COVID-19: Prime Minister Jacinda Ardern says National 'rejected' plans for virtual Parliament

Prime Minister Jacinda Ardern says National "rejected" plans for a virtual Parliament, leaving her with "no option" but to allow a physical sitting of MPs. 

"The question for us was whether or not we could actually, as we've asked everyone, to find ways to do things that don't require travel, to work online if you can," Ardern told The AM Show on Tuesday. 

"We had, with the National Party, worked up an online option to replace QuestionTime, because that's the thing that we have been missing. We've still had select committees but we haven't had Question Time. 

"We came up with an online option. The National Party rejected it and that's why the House is now convening. I personally don't favour the House convening, but I feel like I have no option."

National leader Judith Collins and ACT leader David Seymour both support a physical sitting of MPs this week, albeit a much slimmed-down version.
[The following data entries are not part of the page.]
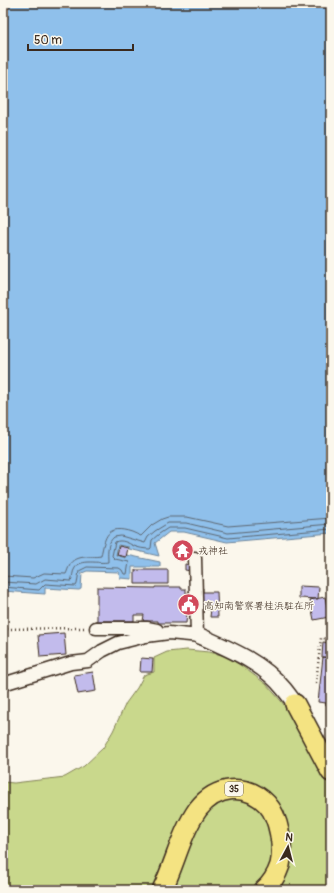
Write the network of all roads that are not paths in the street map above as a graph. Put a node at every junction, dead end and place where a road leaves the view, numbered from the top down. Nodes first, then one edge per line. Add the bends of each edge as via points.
1 (195, 558) dead end
2 (96, 628) road end
3 (169, 633) junction
4 (198, 636) junction
5 (3, 684) edge
6 (295, 704) joint
7 (331, 772) edge
8 (162, 890) edge
9 (264, 890) edge

1 - 4 street
2 - 3 street via 148,628
3 - 4 street
3 - 5 street via 118,643 88,661 71,663
4 - 6 street via 242,656 264,670 284,688
6 - 7 main road
8 - 9 main road, 35 via 189,826 199,809 211,796 223,790 238,789 252,793 268,805 281,838 280,865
It will be the first sitting of Parliament under alert level four. 

But the Greens and the Māori Party are refusing to show up, both accusing National and ACT of unnecessarily putting people at risk during a COVID-19 outbreak. 
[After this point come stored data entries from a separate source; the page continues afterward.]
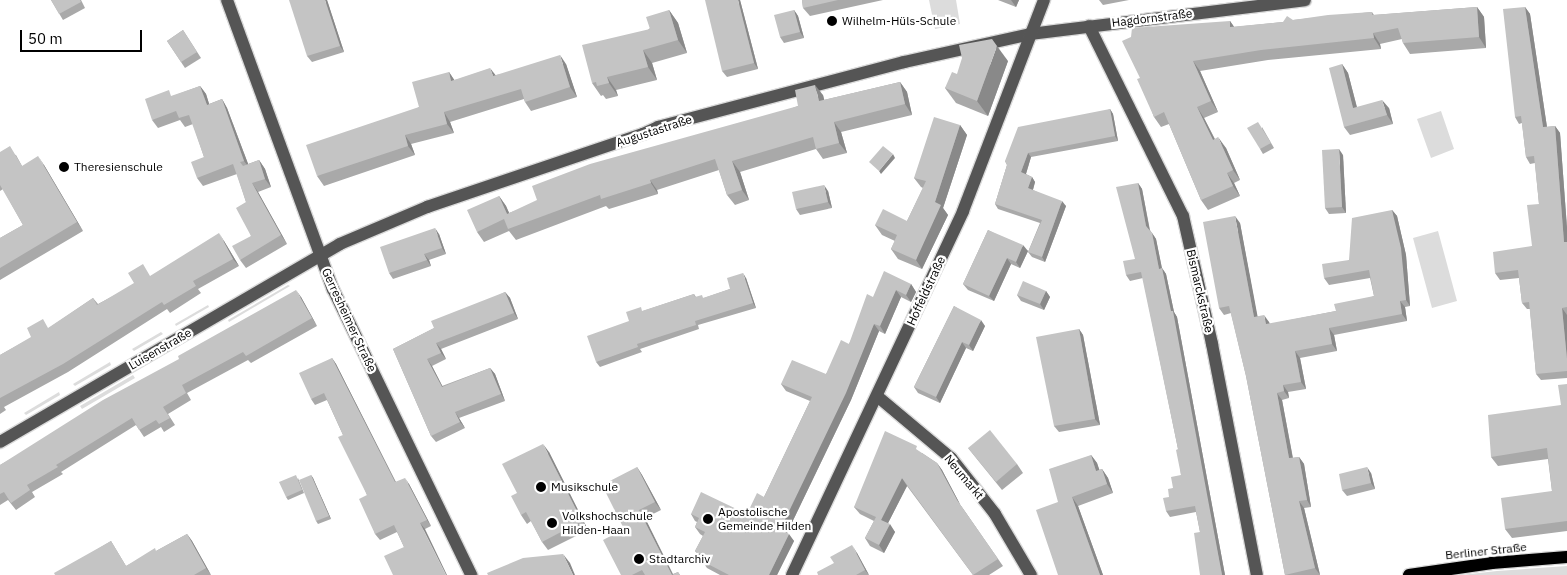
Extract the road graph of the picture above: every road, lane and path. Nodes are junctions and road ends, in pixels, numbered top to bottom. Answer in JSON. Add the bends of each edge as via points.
{"nodes":[{"id":1,"x":227,"y":0,"type":"edge"},
{"id":2,"x":1044,"y":0,"type":"edge"},
{"id":3,"x":1305,"y":0,"type":"edge"},
{"id":4,"x":1089,"y":26,"type":"junction"},
{"id":5,"x":1030,"y":34,"type":"junction"},
{"id":6,"x":319,"y":255,"type":"junction"},
{"id":7,"x":877,"y":396,"type":"junction"},
{"id":8,"x":0,"y":442,"type":"edge"},
{"id":9,"x":1567,"y":557,"type":"edge"},
{"id":10,"x":471,"y":575,"type":"edge"},
{"id":11,"x":792,"y":575,"type":"edge"},
{"id":12,"x":1031,"y":575,"type":"edge"},
{"id":13,"x":1257,"y":575,"type":"edge"},
{"id":14,"x":1409,"y":575,"type":"edge"}],
"edges":[{"from":1,"to":6,"type":"street","name":"Gerresheimer Straße"},
{"from":2,"to":5,"type":"street","name":"Hoffeldstraße"},
{"from":3,"to":4,"type":"street","name":"Hagdornstraße"},
{"from":4,"to":5,"type":"street","name":"Hagdornstraße"},
{"from":4,"to":13,"type":"street","name":"Bismarckstraße","via":[[1183,216],[1212,344]]},
{"from":5,"to":6,"type":"street","name":"Augustastraße","via":[[831,80],[658,127],[427,207]]},
{"from":5,"to":7,"type":"street","name":"Hoffeldstraße","via":[[963,211]]},
{"from":6,"to":8,"type":"street","name":"Luisenstraße"},
{"from":6,"to":10,"type":"street","name":"Gerresheimer Straße"},
{"from":7,"to":11,"type":"street","name":"Hoffeldstraße"},
{"from":7,"to":12,"type":"street","name":"Neumarkt","via":[[951,458],[995,514]]},
{"from":9,"to":14,"type":"main road","name":"Berliner Straße","via":[[1492,563]]}]}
"We believe it is our role as leaders to lead by example, to continue practicing alert levels 3 and 4 and proceed with caution in order to protect our whakapapa," said Māori Party co-leader Debbie Ngarewa-Packer.

"National and ACT are putting us all at risk, and it wreaks [sic] of white privilege."
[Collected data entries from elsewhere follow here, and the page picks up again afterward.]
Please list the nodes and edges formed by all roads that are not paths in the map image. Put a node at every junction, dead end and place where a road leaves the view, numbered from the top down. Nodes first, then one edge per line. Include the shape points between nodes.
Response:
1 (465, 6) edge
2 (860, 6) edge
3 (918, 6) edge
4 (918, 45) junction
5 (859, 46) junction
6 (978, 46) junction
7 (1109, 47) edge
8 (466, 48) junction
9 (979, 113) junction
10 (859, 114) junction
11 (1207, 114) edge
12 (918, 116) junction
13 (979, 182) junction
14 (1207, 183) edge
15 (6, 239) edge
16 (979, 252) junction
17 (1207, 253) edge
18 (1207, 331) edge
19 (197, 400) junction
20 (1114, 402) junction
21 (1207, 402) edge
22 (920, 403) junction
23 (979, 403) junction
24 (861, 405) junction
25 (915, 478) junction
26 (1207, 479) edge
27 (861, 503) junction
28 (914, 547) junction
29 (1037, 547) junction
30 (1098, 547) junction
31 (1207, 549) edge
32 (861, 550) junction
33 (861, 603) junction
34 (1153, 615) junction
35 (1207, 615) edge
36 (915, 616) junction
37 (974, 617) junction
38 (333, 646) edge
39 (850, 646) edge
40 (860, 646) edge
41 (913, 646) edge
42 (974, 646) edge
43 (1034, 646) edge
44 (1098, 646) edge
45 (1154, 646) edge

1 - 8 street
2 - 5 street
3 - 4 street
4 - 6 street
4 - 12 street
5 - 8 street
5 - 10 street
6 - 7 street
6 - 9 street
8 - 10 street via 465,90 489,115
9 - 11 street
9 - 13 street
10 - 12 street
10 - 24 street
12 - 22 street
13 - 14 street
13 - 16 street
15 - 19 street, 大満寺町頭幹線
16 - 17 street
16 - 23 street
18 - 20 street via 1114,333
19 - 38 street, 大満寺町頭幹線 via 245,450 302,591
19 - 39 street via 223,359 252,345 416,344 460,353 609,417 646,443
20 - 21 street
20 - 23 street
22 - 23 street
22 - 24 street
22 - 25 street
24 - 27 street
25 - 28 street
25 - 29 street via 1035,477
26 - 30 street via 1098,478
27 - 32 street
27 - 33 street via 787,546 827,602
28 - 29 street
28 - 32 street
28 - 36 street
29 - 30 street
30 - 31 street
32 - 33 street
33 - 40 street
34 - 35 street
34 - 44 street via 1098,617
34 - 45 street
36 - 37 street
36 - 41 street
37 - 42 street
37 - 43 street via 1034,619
Greens co-leader Marama Davidson added: "National and ACT are selfishly choosing to risk the lives of our whānau and communities for political posturing."

Seymour's office said he is the only ACT MP who will be in Parliament and will have no staff onsite. He has been in Wellington since the start of lockdown, has had a saliva test as a precaution which was returned negative, and is double vaccinated.

Collins is also fully vaccinated. 

Prime Minister Jacinda Ardern on The AM Show.
Prime Minister Jacinda Ardern on The AM Show. Photo credit: The AM Show

According to the POLITIK website, National's former Shadow Leader of the House Chris Bishop had been working on plans - as a member of Parliament's Business Committee - to establish a virtual sitting of MPs this week. 

But Bishop was apparently left in the dark about plans to oppose it, with Deputy Shadow Leader of the House Michael Woodhouse telling the Business Committee National would not agree to the proposals. 

Bishop has since been stripped of his Shadow Leader of the House role, which Collins has given to Woodhouse. 

There was speculation Bishop lost the portfolio after suggesting he didn't agree with National opposing the Government's law to ban conversion therapy. But Collins told Magic Talk it was because she wanted him focused on his COVID-19 response portfolio. 

Collins told Magic Talk if Ardern can host daily press conferences in person, then Parliament should be able to convene too. 

"She has a physical press conference every day in the theatrette in Parliament with the Press Gallery all there sitting a couple of seats apart from each other, and that's perfectly fine," she said. 

"As soon as we say we want some accountability from the Prime Minister from people who really will ask the questions, like myself, no she doesn't want that."

Collins wants the Epidemic Response Committee reinstated, a virtual group of MPs established during the April 2020 lockdown to be a substitute for both the House and select committees.

It was chaired by then-Opposition leader Simon Bridges and was televised. If brought back, it could provide a platform for Collins. 

"Why has that not been brought back? It was a very robust process and it led to some very good scrutiny and some better outcomes and answers than we ever get out of Parliament," Collins said. 

"The Prime Minister has steadfastly refused to have that level of accountability, and the reason is of course because I would be chairing that, not Trevor Mallard, her friend."